Soudain, ils se taisent comme s’ils étaient effrayés et, après quelques instants, un bruit de pas se fait entendre, se rapproche, et s’arrête sur le seuil de la cuisine, faisant disparaître le blanc rayon de lune qui couvrait d’une lueur argentée le pavage grossièr et sombre du sol.

647.2

Levant la tête, Marie tourne les yeux vers l’entrée. Jean, de son côté, regarde vers la porte et un “ oh ! ” d’étonnement jaillit de leur bouche, tandis que, d’un même mouvement, ils accourent tous les deux vers le seuil où est apparu et s’est arrêté Gamaliel.
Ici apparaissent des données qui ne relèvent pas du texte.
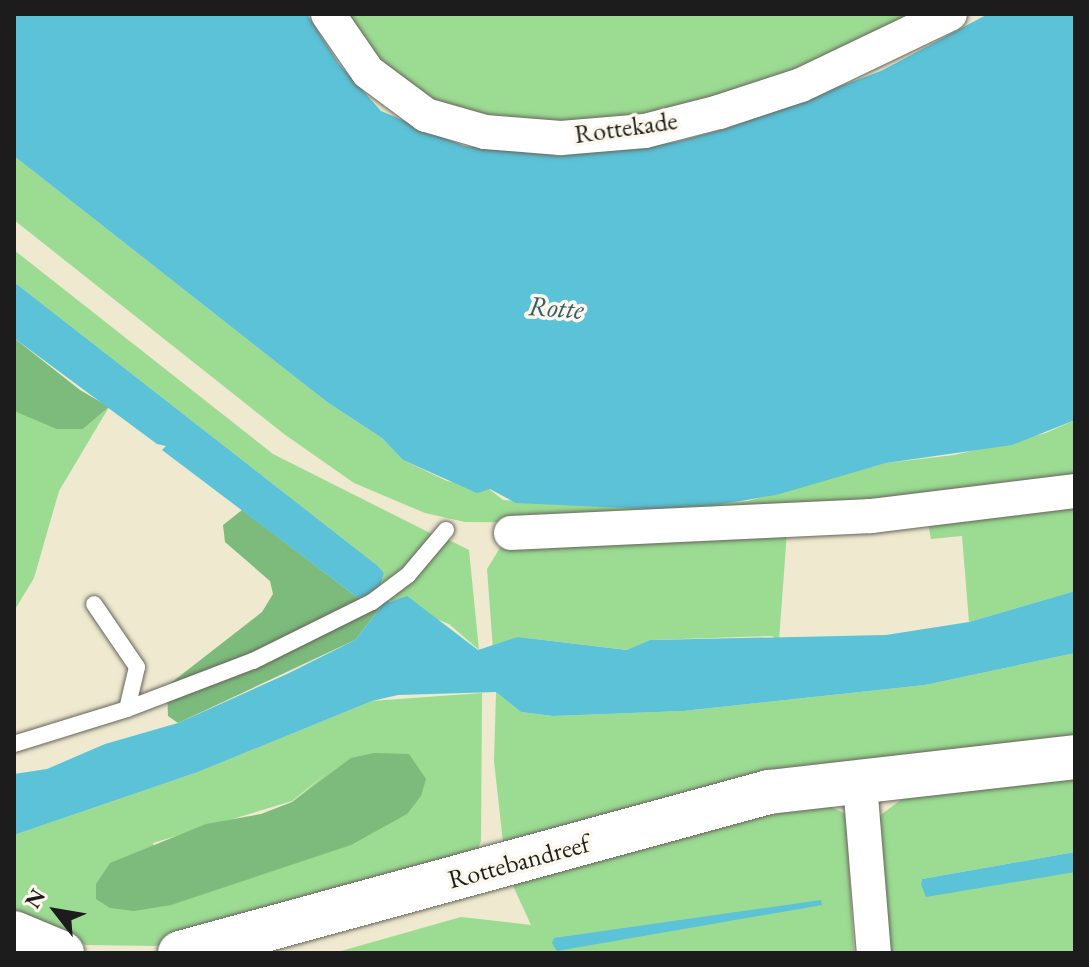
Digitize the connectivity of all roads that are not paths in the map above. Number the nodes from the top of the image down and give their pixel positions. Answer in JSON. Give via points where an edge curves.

Il est maintenant très âgé, un vrai spectre, tant il est maigre dans ses vêtements blancs que la lune, qui enveloppe ses épaules, rend pour ainsi dire phosphorescents. C’est un Gamaliel brisé, écrasé par les événements, par ses remords, par bien des choses plus encore que par l’âge.

« Toi ici, rabbi ? Entre ! Viens ! Et que la paix soit avec toi, lui dit Jean, qui se tient en face de lui, très près, alors que Marie est à quelques pas en arrière.

– Peux-tu me conduire ? Je suis aveugle… » chevrote le vieux rabbi sous l’effet de quelque plainte secrète.

Abasourdi, Jean demande d’une voix qui trahit son émotion et sa pitié :

« Aveugle ? Depuis quand ?

– Oh !… Depuis longtemps ! Ma vue a commencé à s’affaiblir tout de suite après… après… Oui, après que je n’ai pas su reconnaître la vraie Lumière venue illuminer les hommes jusqu’au moment où le tremblement de terre a déhiré le voile du Temple et secoué ses puissantes murailles, comme Jésus l’avait annoncé. C’était vraiment un double voile qui recouvrait le Saint des Saints du Temple, et le Saint des Saints encore plus vrai, la Parole du Père, son Fils unique et éternel, caché par le voile d’une chair humaine toute pure, que seules sa Passion et sa glorieuse Résurrection révélèrent même aux plus obtus, et à moi le premier, pour ce qu’il était réellement : le Christ, le Messie, l’Emmanuel. A partir de ce moment, les ténèbres ont commencé à descendre sur mes pupilles et à devenir toujours plus épaisses. Juste châtiment pour moi. Depuis quelque temps, je suis totalement aveugle.

647.3

Et je suis venu… »

Jean l’interrompt :

« Peut-être pour demander un miracle ? ”

– Oui, un grand miracle. Je le demande à la Mère du Dieu vrai.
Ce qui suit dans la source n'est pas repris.